I wanted to do a covered gondola: not as fancy as MTH's "new tooling" covered gon, this just has a McCoy roof snapped on it, but it's still a different look. The car is more yellow than the pictures show. I originally printed the decals in color but re-printed them all in black: Phoebe Snow aside, this is a gritty coal-route car so I didn't want it to look too fancy.
I want to credit Steve Eastman with getting me started on this project. Steve, when you posted pictures of some of your "beer car" series made from McCoy convention cars, a light bulb went on. Bob McCoy of course did several beer cars of his own, so we're continuing the fine tradition. I haven't done many, but this is one that just had to be done... really Steve, no St. Pauli?

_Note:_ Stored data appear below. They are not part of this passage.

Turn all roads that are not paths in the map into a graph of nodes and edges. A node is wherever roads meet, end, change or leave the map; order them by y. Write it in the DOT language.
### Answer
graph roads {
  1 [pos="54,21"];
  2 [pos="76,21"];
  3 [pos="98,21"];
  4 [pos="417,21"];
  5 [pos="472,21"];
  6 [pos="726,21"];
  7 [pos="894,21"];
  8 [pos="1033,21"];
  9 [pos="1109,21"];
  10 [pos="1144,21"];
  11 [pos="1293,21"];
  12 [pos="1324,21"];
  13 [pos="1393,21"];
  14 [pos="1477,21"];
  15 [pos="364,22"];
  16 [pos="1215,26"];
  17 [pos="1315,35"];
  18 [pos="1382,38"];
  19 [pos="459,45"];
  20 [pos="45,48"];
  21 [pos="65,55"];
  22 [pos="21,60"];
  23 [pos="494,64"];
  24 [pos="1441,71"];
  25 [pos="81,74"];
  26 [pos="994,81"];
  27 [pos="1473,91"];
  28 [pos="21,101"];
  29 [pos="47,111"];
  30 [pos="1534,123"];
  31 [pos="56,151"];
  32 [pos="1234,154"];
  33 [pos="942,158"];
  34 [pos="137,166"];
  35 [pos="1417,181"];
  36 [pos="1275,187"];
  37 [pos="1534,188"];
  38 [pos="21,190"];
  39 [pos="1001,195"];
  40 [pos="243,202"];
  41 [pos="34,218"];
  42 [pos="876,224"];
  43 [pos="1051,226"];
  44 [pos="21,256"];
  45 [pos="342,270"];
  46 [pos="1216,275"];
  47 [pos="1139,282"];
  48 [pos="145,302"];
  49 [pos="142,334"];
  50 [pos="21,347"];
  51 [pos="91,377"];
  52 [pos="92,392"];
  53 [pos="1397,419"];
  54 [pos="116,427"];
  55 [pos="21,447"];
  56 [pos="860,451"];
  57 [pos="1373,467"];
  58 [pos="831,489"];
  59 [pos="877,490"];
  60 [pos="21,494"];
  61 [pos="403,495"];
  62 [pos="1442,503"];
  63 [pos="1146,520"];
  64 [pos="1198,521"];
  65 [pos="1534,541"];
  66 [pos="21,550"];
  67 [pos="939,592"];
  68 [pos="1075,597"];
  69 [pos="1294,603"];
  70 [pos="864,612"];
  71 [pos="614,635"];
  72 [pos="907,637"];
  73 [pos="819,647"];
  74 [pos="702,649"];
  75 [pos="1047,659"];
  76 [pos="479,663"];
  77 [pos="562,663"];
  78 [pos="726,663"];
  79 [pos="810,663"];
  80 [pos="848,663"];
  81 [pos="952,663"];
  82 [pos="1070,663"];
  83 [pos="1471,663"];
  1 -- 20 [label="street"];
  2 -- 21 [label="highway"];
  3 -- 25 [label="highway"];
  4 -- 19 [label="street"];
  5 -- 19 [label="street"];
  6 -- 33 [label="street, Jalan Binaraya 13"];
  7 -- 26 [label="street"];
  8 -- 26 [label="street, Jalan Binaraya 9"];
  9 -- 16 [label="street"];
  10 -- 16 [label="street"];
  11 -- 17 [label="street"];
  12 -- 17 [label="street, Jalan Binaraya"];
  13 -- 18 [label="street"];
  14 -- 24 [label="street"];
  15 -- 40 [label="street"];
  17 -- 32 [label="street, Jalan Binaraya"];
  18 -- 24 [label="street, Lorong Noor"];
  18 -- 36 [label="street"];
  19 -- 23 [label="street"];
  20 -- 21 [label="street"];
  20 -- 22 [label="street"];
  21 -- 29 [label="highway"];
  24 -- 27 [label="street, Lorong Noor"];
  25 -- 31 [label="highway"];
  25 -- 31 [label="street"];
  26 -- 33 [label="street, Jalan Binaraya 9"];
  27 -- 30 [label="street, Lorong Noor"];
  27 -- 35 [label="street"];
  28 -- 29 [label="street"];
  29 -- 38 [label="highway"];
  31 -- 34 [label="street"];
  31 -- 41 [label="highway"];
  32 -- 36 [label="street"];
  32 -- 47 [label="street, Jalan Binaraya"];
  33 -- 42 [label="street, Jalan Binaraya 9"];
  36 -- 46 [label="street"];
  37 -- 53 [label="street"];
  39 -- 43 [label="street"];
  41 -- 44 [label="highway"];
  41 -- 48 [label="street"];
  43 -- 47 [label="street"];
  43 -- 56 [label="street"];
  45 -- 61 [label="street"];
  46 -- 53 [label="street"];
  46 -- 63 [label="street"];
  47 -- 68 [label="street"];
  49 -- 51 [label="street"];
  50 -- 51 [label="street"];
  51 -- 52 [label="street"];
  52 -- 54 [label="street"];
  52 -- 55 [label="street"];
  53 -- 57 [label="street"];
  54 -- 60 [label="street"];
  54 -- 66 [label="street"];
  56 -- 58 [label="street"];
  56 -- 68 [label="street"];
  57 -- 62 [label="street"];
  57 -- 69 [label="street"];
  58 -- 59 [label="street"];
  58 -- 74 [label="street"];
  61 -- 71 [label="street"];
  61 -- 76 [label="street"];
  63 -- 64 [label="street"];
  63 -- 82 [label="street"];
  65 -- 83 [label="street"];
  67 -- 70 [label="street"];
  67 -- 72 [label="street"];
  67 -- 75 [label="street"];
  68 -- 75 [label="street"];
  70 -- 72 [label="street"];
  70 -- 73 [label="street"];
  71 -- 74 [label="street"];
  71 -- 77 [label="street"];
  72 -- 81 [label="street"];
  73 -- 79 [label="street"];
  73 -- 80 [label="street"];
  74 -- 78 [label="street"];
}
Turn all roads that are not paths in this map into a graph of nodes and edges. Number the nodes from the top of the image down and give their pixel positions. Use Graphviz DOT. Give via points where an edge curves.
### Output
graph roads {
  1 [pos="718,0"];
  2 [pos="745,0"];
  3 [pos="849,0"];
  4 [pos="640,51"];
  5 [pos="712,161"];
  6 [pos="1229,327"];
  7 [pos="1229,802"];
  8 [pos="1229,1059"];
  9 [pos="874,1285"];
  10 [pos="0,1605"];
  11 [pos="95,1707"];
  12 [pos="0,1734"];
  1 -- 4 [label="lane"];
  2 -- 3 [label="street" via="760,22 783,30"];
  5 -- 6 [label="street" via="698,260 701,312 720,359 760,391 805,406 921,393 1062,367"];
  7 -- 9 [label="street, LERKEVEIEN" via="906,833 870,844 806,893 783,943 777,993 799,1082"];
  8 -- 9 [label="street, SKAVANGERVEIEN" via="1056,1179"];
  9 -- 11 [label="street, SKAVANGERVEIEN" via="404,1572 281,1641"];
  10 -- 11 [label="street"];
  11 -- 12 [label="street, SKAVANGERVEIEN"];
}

The decals for this took a lot of hours in Photoshop to get right. The Derusto "Meadow Green" for the roof and doors was a very close match.
You're going to see a lot of trains on this thread that are more than just repaints. McCoy made a wide range of car types, but there's some he didn't get to.
This depressed-center flat car is made from two McCoy cars. The first was cut in half and forms the ends and the sloped angles; the other was a flat car with low sides that makes the lower center section. Quite a soldering project, there was a lot of that. This whole thing got really tricky: there are space tolerances that have to be respected. But in the end, the center well does not drag even going over bridges; the wheels turn clear of the frame; and although the car is 16-1/2" long, much longer than a standard McCoy 12" car, it runs just fine on all Standard Gauge track including 42 curves.
I scratch-built the cable drum using a 3" drum sander cylinder for the core and winding some cable around it; and the ends are 1/4" luan cut out with a 4" diameter hole saw. The chains have small springs, hidden where the chains go through inside the drum core, that keep tension on the chains. I thought I might have to glue the reel down or something, but the chains hold it very solid, it doesn't move at all.
This was fun. There are a lot of O Gauge tinplate depressed-center cars, but it's not one that has been done in Standard Gauge, to my knowledge.